After installing these packages you'll need to restart the kernel:

In [1]:
import os

if not os.getenv("IS_TESTING"):
    # インストール後カーネルを自動で再起動
    import IPython

    app = IPython.Application.instance()
    app.kernel.do_shutdown(True)

Finally, check that you have correctly installed the packages. The KFP SDK version should be >=1.6:

In [1]:
!python3 -c "import kfp; print('KFP SDK version: {}'.format(kfp.__version__))"
!python3 -c "import google_cloud_pipeline_components; print('google_cloud_pipeline_components version: {}'.format(google_cloud_pipeline_components.__version__))"

KFP SDK version: 1.8.22
google_cloud_pipeline_components version: 0.1.1


### Step 2: Set your project ID and bucket

Throughout this training you'll reference your Cloud Project ID and the bucket you created earlier. Next you'll create variables for each of those.

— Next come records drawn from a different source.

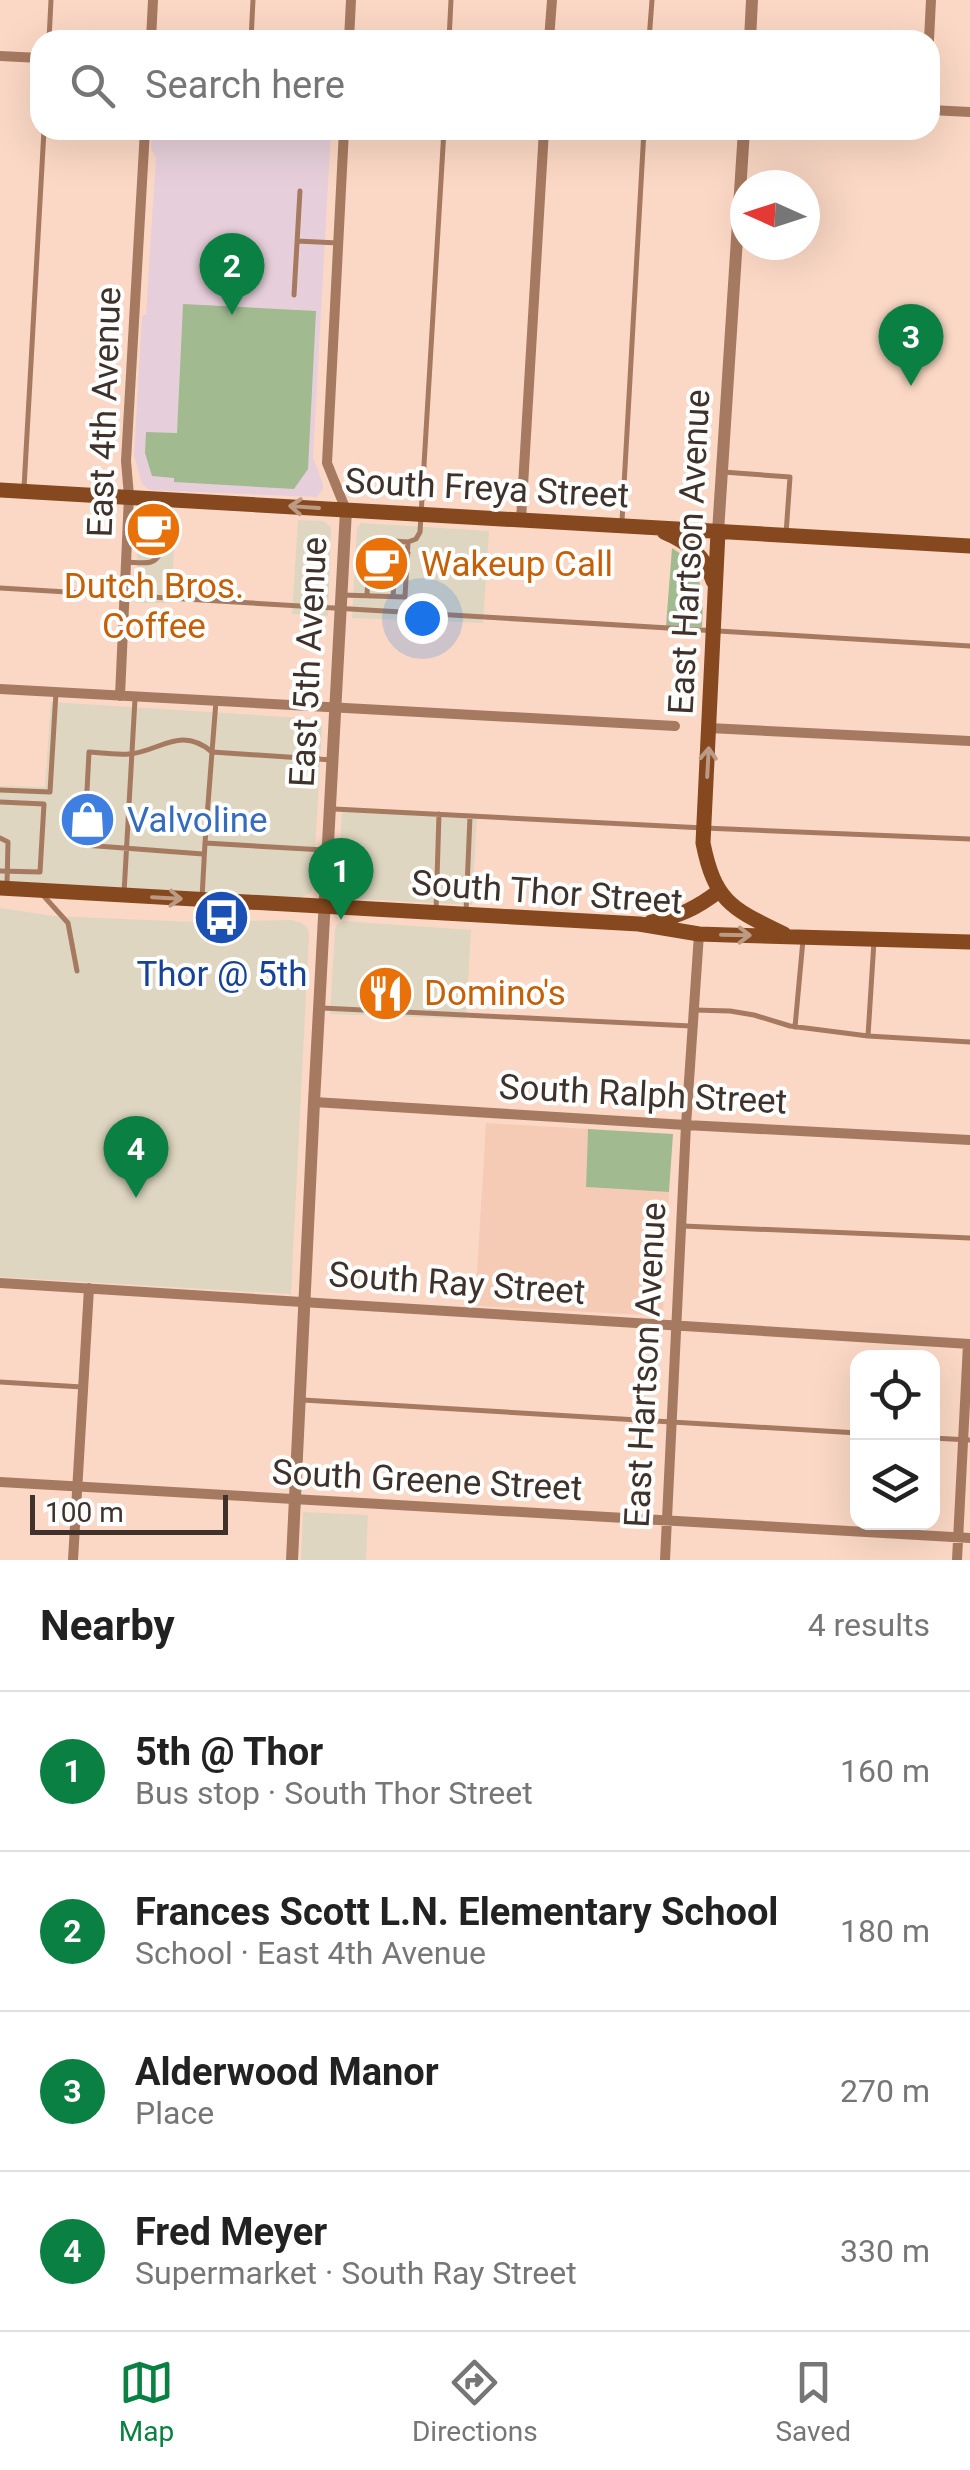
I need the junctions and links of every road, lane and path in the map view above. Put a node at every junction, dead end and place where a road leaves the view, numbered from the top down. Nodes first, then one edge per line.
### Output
1 (51, 0) edge
2 (153, 0) edge
3 (254, 0) edge
4 (351, 0) edge
5 (451, 0) edge
6 (552, 0) edge
7 (652, 0) edge
8 (752, 0) edge
9 (931, 0) edge
10 (50, 30) edge
11 (151, 30) edge
12 (252, 30) edge
13 (350, 30) edge
14 (450, 30) edge
15 (550, 30) edge
16 (650, 30) edge
17 (750, 30) edge
18 (930, 30) edge
19 (0, 56) edge
20 (30, 58) edge
21 (940, 110) edge
22 (970, 112) edge
23 (43, 140) edge
24 (145, 140) edge
25 (343, 140) edge
26 (443, 140) edge
27 (543, 140) edge
28 (643, 140) edge
29 (743, 140) edge
30 (300, 190) dead end
31 (297, 241) junction
32 (338, 243) junction
33 (294, 295) dead end
34 (722, 472) junction
35 (0, 490) edge
36 (24, 491) junction
37 (129, 496) junction
38 (166, 499) junction
39 (346, 510) junction
40 (421, 514) junction
41 (521, 520) junction
42 (621, 526) junction
43 (646, 528) junction
44 (718, 532) junction
45 (786, 537) junction
46 (408, 542) junction
47 (970, 546) edge
48 (408, 553) junction
49 (126, 562) junction
50 (0, 588) edge
51 (367, 596) junction
52 (393, 597) junction
53 (124, 598) junction
54 (714, 600) junction
55 (341, 602) junction
56 (714, 629) junction
57 (970, 646) edge
58 (0, 689) edge
59 (56, 692) junction
60 (120, 696) junction
61 (136, 696) junction
62 (216, 701) junction
63 (336, 708) junction
64 (675, 726) dead end
65 (710, 728) junction
66 (970, 741) edge
67 (212, 752) junction
68 (132, 754) junction
69 (333, 760) junction
70 (0, 790) edge
71 (50, 792) junction
72 (0, 802) edge
73 (44, 804) junction
74 (330, 809) junction
75 (86, 810) dead end
76 (440, 814) junction
77 (470, 816) junction
78 (85, 828) dead end
79 (704, 828) junction
80 (0, 838) edge
81 (970, 839) edge
82 (205, 843) junction
83 (126, 849) junction
84 (328, 851) junction
85 (4, 853) edge
86 (204, 854) junction
87 (4, 880) edge
88 (39, 891) junction
89 (719, 891) junction
90 (124, 896) junction
91 (202, 900) junction
92 (325, 908) junction
93 (436, 914) junction
94 (466, 915) junction
95 (639, 924) junction
96 (699, 934) junction
97 (796, 936) junction
98 (874, 938) junction
99 (970, 942) edge
100 (77, 971) dead end
101 (319, 1008) junction
102 (694, 1010) junction
103 (693, 1026) junction
104 (795, 1027) junction
105 (868, 1036) junction
106 (970, 1042) edge
107 (314, 1102) junction
108 (686, 1125) junction
109 (970, 1140) edge
110 (682, 1226) junction
111 (970, 1238) edge
112 (0, 1283) edge
113 (89, 1288) junction
114 (304, 1301) junction
115 (677, 1325) junction
116 (969, 1344) edge
117 (0, 1382) edge
118 (83, 1387) junction
119 (300, 1400) junction
120 (672, 1422) junction
121 (850, 1433) edge
122 (940, 1438) edge
123 (966, 1440) edge
124 (0, 1482) edge
125 (77, 1485) junction
126 (296, 1500) junction
127 (667, 1522) junction
128 (964, 1538) edge
129 (74, 1560) edge
130 (292, 1560) edge
131 (665, 1560) edge
132 (956, 1560) edge

1 - 10 lane
2 - 11 street
3 - 12 lane
4 - 13 street
5 - 14 lane
6 - 15 street
7 - 16 lane
8 - 17 street
9 - 18 street
19 - 20 street
21 - 22 street
23 - 36 lane
24 - 37 street, East 4th Avenue
25 - 32 street, East 5th Avenue
26 - 40 lane
27 - 41 street
28 - 42 lane
29 - 34 street, East Hartson Avenue
30 - 31 lane
31 - 32 lane
31 - 33 lane
32 - 39 street, East 5th Avenue
34 - 44 street, East Hartson Avenue
34 - 45 lane
35 - 36 main road, South Freya Street
36 - 37 main road, South Freya Street
37 - 38 main road, South Freya Street
37 - 49 street, East 4th Avenue
39 -> 38 main road, South Freya Street
38 - 49 lane
39 - 40 main road, South Freya Street
39 - 55 street, East 5th Avenue
40 - 41 main road, South Freya Street
40 - 46 lane
41 - 42 main road, South Freya Street
42 - 43 main road, South Freya Street
43 - 44 main road, South Freya Street
43 - 54 main road
44 - 45 main road, South Freya Street
44 - 54 main road, East Hartson Avenue
45 - 47 main road, South Freya Street
46 - 48 lane
46 - 51 lane
48 - 52 lane
48 - 52 lane
49 - 53 street, East 4th Avenue
50 - 53 lane
51 - 52 lane
51 - 55 lane
53 - 55 lane
53 - 60 street, East 4th Avenue
54 - 56 main road, East Hartson Avenue
55 - 56 lane
55 - 63 street, East 5th Avenue
56 - 57 lane
56 - 65 main road, East Hartson Avenue
58 - 59 street
59 - 60 street
59 - 71 lane
60 - 61 street
61 - 62 street
61 - 68 lane
62 - 63 street
62 - 67 lane
63 - 64 street
63 - 69 street, East 5th Avenue
65 - 66 street
79 -> 65 main road, East Hartson Avenue
67 - 68 lane
67 - 69 lane
67 - 82 lane
68 - 75 lane
68 - 83 lane
69 - 74 street, East 5th Avenue
70 - 71 lane
71 - 73 lane
72 - 73 lane
73 - 87 lane
74 - 76 lane
74 - 84 street, East 5th Avenue
76 - 77 lane
76 - 93 lane
77 - 79 lane
77 - 94 lane
78 - 83 lane
79 - 81 lane
79 - 89 main road, East Hartson Avenue
80 - 85 lane
82 - 84 lane
82 - 86 lane
83 - 86 lane
83 - 90 lane
84 - 92 street, East 5th Avenue
85 - 87 lane
86 - 91 lane
87 - 88 main road, South Thor Street
88 - 90 main road, South Thor Street
88 - 100 lane
89 - 95 main road
89 - 97 main road
90 -> 91 main road, South Thor Street
91 - 92 main road, South Thor Street
92 - 93 main road, South Thor Street
92 - 101 street, East 5th Avenue
93 - 94 main road, South Thor Street
94 - 95 main road, South Thor Street
95 - 96 main road, South Thor Street
96 -> 97 main road, South Thor Street
96 - 102 street, East Hartson Avenue
97 - 98 main road, South Thor Street
97 - 104 lane
98 - 99 main road, South Thor Street
98 - 105 lane
101 - 103 lane
101 - 107 street, East 5th Avenue
102 - 103 street, East Hartson Avenue
102 - 104 lane
103 - 108 street, East Hartson Avenue
104 - 105 lane
105 - 106 lane
107 - 108 street, South Ralph Street
107 - 114 street, East 5th Avenue
108 - 109 street, South Ralph Street
108 - 110 street, East Hartson Avenue
110 - 111 lane
110 - 115 street, East Hartson Avenue
112 - 113 street, South Ray Street
113 - 114 street, South Ray Street
113 - 118 street
114 - 115 street, South Ray Street
114 - 119 street, East 5th Avenue
115 - 116 street, South Ray Street
115 - 120 street, East Hartson Avenue
116 - 123 street
117 - 118 lane
118 - 125 street
119 - 120 lane
119 - 126 street, East 5th Avenue
120 - 121 lane
120 - 127 street, East Hartson Avenue
122 - 123 lane
123 - 128 street
124 - 125 street, South Greene Street
125 - 126 street, South Greene Street
125 - 129 street
126 - 127 street, South Greene Street
126 - 130 street, East 5th Avenue
127 - 128 street, South Greene Street
127 - 131 street, East Hartson Avenue
128 - 132 street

Then create a variable to store your bucket name.

In [2]:
PROJECT_ID = "ccbd-ecbdp-bds"
BUCKET_NAME = "gs://ccbd-bds-aa-kfp-test2"

### Step 3: Import libraries

Add the following to import the libraries you'll be using throughout this lab:

In [3]:
from typing import NamedTuple

import kfp
from kfp import dsl
from kfp.v2 import compiler
from kfp.v2.dsl import (Artifact, Dataset, Input, InputPath, Model, Output,
                        OutputPath, ClassificationMetrics, Metrics, component)
from kfp.v2.google.client import AIPlatformClient

from google.cloud import aiplatform
from google_cloud_pipeline_components import aiplatform as gcc_aip

### Step 4: Define constants

The last thing you need to do before building the pipeline is define some constant variables. `PIPELINE_ROOT` is the Cloud Storage path where the artifacts created by your pipeline will be written. You're using `asia-northeast1`. as the region here:

In [4]:
PATH=%env PATH
%env PATH={PATH}:/home/jupyter/.local/bin

REGION="us-central1"
PIPELINE_ROOT = f"{BUCKET_NAME}/pipeline_root/"
print(PIPELINE_ROOT)

env: PATH=/opt/conda/bin:/opt/conda/condabin:/usr/local/bin:/usr/bin:/bin:/usr/local/games:/usr/games:/home/jupyter/.local/bin
gs://ccbd-bds-aa-kfp-test2/pipeline_root/


After running the code above, you should see the root directory for your pipeline printed. This is the Cloud Storage location where the artifacts from your pipeline will be written. It will be in the format of `gs://<bucket_name>/pipeline_root/`.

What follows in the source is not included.